1. A novel reactor vessel characterized in that, include: Reactor (1); A motor (2) is installed above the reactor (1), and a stirrer (3) is installed below the motor (2). The stirrer (3) is located inside the reactor (1). A mounting plate (4) is fixedly installed on the top of the motor (2). Two electric telescopic rods (5) are fixedly installed at the bottom of the mounting plate (4). A slide rod (6) is fixedly connected to the output end of the two electric telescopic rods (5). The bottom end of the slide rod (6) extends into the interior of the reactor (1) and is fixedly connected to an annular tube (7). Multiple first nozzles (8) are provided below the outer wall of the annular pipe (7), and multiple second nozzles (9) are provided on one side of the outer wall of the annular pipe (7). A hose (10) is fixedly connected to the outer wall of the annular pipe (7), and a connecting pipe (11) is provided at one end of the hose (10).
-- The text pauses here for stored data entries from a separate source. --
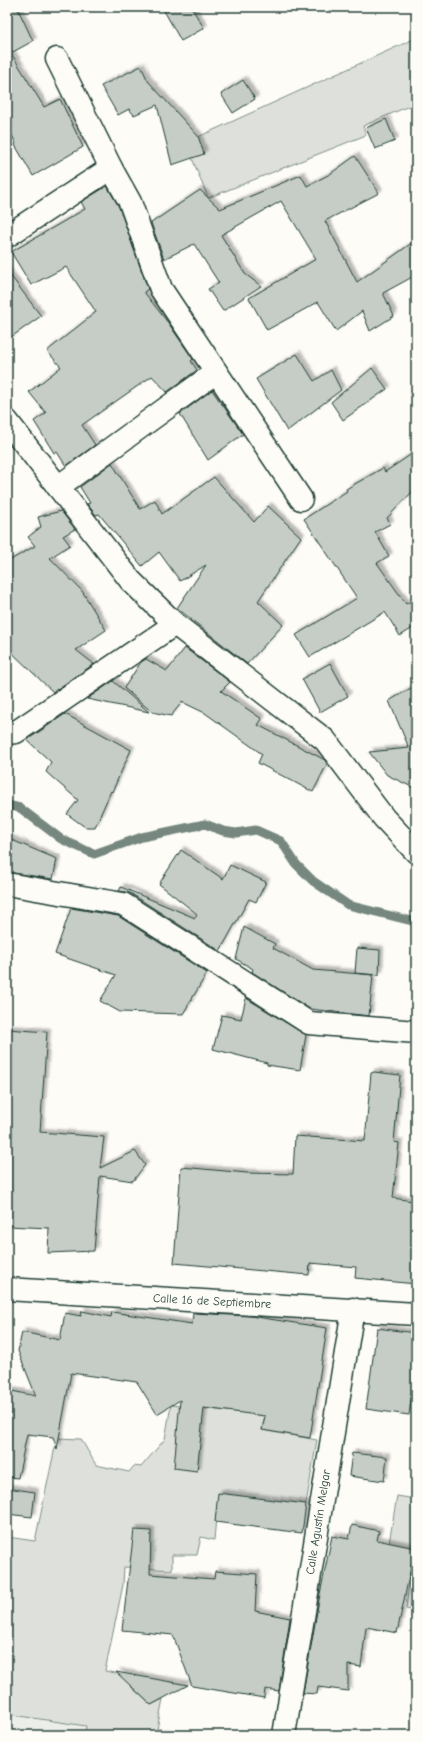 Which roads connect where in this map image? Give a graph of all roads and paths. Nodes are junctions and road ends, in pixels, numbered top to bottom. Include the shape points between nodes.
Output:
1 (57, 59) dead end
2 (111, 168) junction
3 (7, 236) edge
4 (216, 372) junction
5 (7, 421) edge
6 (58, 487) junction
7 (301, 499) dead end
8 (175, 624) junction
9 (7, 732) edge
10 (416, 852) edge
11 (7, 884) edge
12 (416, 1032) edge
13 (7, 1288) edge
14 (353, 1310) junction
15 (416, 1314) edge
16 (284, 1735) edge

1 - 2 street
2 - 3 street
2 - 4 street via 130,202 161,289
4 - 6 street
4 - 7 street
5 - 6 street
6 - 8 street via 131,581
8 - 9 street via 16,732
8 - 10 street via 325,740 384,818
11 - 12 street via 123,904 309,1023
13 - 14 street, Calle 16 de Septiembre
14 - 15 street, Calle 16 de Septiembre
14 - 16 street, Calle Agustín Melgar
2. A novel reactor as claimed in claim 1, wherein: A feed pipe (12) is fixedly connected to the side of the top of the reactor (1), and a sealing cap (13) is provided at the top of the feed pipe (12).

3. The novel reaction vessel according to claim 1, characterized in that: The bottom end of the reactor (1) is fixedly connected to a discharge pipe (14), and a discharge valve (15) is provided on the outer side wall of the discharge pipe (14).

4. The novel reaction vessel according to claim 1, characterized in that: The bottom end of the reactor (1) is fixedly connected to a plurality of support legs (16), which are arranged in a circular array.

5. A novel reaction vessel according to claim 1, characterized in that: The outer wall of the reactor (1) is coated with an anti-rust coating (17), which is specifically an epoxy zinc-rich primer.

6. A novel reaction vessel according to claim 5, characterized in that: The rust-proof coating (17) is coated with an anti-corrosion coating (18) on the outer wall away from the reactor (1), and the anti-corrosion coating (18) is specifically an epoxy resin paint.